Mom & Dad were right…
About so many things, really. But do we listen?
We all learned from someone, whatever your experience of your parental units was. Blood-related or not. Many of the things they said went in one ear, and out the other. Mostly because they said those things over and over again. When we were young, we didn’t understand how important those nuggets of parental wisdom were.
Each day, I go through my Twitter feed, looking at issues and trends. It struck me how some of that parental advice can apply to healthcare information security. Here are three:
Cleaning your room means that you should put everything where it belongs when you aren’t using it. Clothing should be hung, folded neatly in drawers, or in the hamper if dirty. Toys put in the toy box. And books put back on the bookshelf.
Keeping your “HIT room” clean should be treated the same way. Consider basic password security. Your passwords are your digital fingerprints. You are responsible for when your password is used to access Protected Health Information (PHI). Whether you used the password, or not. Never leave your password where someone other than you can see, or find it. If someone uses your password to look at PHI, that you shouldn’t be looking at, you will be at fault.
Choosing passwords you can remember is becoming more and more difficult. Especially with password requirements becoming increasingly complex. A sticky note is a BAD password storage choice. An option is a digital password manager app, on your smart device. There are many out there to choose. Check out a few, to see which meet your, and your organization’s security needs.
Turn the light off when you leave the room
Your technology is always evolving. You are always looking for the best tool to use. When old web pages become obsolete, or you no longer use web plugins – get rid of them. They can be vulnerabilities caused by unused code.

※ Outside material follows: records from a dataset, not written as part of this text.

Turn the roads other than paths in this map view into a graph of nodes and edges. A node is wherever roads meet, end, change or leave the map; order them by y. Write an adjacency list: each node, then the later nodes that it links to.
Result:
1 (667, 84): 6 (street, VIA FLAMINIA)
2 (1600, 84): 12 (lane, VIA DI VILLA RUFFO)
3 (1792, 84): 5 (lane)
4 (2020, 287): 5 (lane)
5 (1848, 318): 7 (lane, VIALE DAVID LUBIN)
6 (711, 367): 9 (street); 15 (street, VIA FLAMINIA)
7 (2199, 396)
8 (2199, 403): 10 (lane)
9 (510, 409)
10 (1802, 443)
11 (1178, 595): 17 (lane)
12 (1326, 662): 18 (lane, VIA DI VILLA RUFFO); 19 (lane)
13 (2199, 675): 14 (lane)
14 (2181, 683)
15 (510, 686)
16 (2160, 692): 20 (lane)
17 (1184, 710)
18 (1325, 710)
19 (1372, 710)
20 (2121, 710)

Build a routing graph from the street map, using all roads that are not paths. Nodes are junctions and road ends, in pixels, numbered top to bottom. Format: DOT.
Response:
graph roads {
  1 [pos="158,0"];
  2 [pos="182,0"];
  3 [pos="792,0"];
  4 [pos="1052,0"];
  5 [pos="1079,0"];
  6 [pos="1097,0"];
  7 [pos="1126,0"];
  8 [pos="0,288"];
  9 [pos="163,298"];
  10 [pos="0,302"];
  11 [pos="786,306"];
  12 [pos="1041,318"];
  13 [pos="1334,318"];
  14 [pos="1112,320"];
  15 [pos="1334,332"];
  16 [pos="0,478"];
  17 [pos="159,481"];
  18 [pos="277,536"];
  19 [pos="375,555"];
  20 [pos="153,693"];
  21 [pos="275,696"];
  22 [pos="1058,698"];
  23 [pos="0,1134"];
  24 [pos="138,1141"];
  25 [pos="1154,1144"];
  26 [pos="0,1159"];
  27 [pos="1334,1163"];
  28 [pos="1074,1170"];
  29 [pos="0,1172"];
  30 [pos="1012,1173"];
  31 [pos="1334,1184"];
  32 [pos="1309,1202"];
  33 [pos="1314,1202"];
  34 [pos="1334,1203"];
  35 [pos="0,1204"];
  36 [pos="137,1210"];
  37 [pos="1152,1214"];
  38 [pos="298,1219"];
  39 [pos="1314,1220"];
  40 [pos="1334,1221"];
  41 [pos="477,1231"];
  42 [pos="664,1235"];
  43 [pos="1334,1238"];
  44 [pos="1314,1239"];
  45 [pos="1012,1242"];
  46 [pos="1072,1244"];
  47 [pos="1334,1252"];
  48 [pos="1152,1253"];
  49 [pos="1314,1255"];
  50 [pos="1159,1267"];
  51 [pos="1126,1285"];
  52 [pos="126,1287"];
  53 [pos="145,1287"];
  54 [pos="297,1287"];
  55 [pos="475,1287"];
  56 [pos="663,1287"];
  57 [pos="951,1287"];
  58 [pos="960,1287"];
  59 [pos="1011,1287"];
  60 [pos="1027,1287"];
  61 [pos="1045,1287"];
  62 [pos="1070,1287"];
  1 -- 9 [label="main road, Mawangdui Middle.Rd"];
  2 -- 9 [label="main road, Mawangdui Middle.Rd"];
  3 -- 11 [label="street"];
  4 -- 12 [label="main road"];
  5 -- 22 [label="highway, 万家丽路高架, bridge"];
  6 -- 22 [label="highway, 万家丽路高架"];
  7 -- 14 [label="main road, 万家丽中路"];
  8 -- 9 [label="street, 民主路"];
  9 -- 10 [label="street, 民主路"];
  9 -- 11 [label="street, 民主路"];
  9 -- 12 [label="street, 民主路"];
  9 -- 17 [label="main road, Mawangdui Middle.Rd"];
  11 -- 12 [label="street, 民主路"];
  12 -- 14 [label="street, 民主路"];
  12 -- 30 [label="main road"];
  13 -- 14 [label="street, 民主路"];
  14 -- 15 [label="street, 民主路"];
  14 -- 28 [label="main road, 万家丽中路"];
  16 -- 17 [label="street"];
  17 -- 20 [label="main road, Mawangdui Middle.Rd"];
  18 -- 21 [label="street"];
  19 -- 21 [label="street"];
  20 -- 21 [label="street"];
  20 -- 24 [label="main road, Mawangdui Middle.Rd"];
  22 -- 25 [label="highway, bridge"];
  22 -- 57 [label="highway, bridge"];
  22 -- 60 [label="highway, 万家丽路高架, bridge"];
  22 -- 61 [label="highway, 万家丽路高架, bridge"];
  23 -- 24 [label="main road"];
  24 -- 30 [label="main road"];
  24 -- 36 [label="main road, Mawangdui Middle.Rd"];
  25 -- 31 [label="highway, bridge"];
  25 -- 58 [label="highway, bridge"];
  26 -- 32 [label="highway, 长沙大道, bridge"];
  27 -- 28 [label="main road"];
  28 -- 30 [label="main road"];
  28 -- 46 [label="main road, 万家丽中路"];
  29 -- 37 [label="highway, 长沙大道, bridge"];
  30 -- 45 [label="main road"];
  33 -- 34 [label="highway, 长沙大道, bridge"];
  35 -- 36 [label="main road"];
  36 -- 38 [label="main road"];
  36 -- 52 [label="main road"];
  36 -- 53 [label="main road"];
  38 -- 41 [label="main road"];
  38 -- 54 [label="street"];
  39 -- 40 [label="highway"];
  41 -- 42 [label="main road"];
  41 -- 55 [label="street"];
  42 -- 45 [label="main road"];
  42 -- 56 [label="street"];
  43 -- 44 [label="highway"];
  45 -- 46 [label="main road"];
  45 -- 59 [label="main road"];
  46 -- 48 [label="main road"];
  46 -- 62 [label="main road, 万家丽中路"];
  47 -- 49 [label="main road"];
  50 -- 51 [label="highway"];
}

Becker’s Health IT & CIO Review reported on a California health system that had a data breach of 9k patient records. This breach was a result of an unused website being hacked. They caught it quickly, set up a call center for patient questions, and offered free credit monitoring for one year. They did the right thing to fix the problem, but it cost them. Costs for data breaches can be in the millions of dollars, including both fines and corrective actions.
Don’t take candy from strangers
When you were little, Mom & Dad told you not to talk to, or take candy from, strangers. Not all strangers are bad. But all it takes is one bad guy to hurt you. And when you are hurt or kidnaped, your entire family is devastated. Imagine your entire EHR and all of your PHI being kidnaped.
Email from unknown senders, especially with attachments, is just like talking to strangers and taking candy from them. Most are harmless. But all it takes is one infected email to kidnap a health system’s EHR with Ransomware. You can help prevent this by not opening emails from unknown sources, and not opening attachments that don’t have to do with your job.
“How many times do I have to tell you?”
Ever hear that one? Yep, me too. And really, the answer is pretty simple. Sometimes we just need to be told often enough, that we remember when we are alone and dealing with security. Protecting passwords, getting rid of digital back doors, and not opening email attachments from unknown sources seem simple enough.
They are simple to do, and simple to forget to do, too. That’s why we need to remind ourselves, even our entire organization, daily.
OK, now remember what I told you, and get out there and play.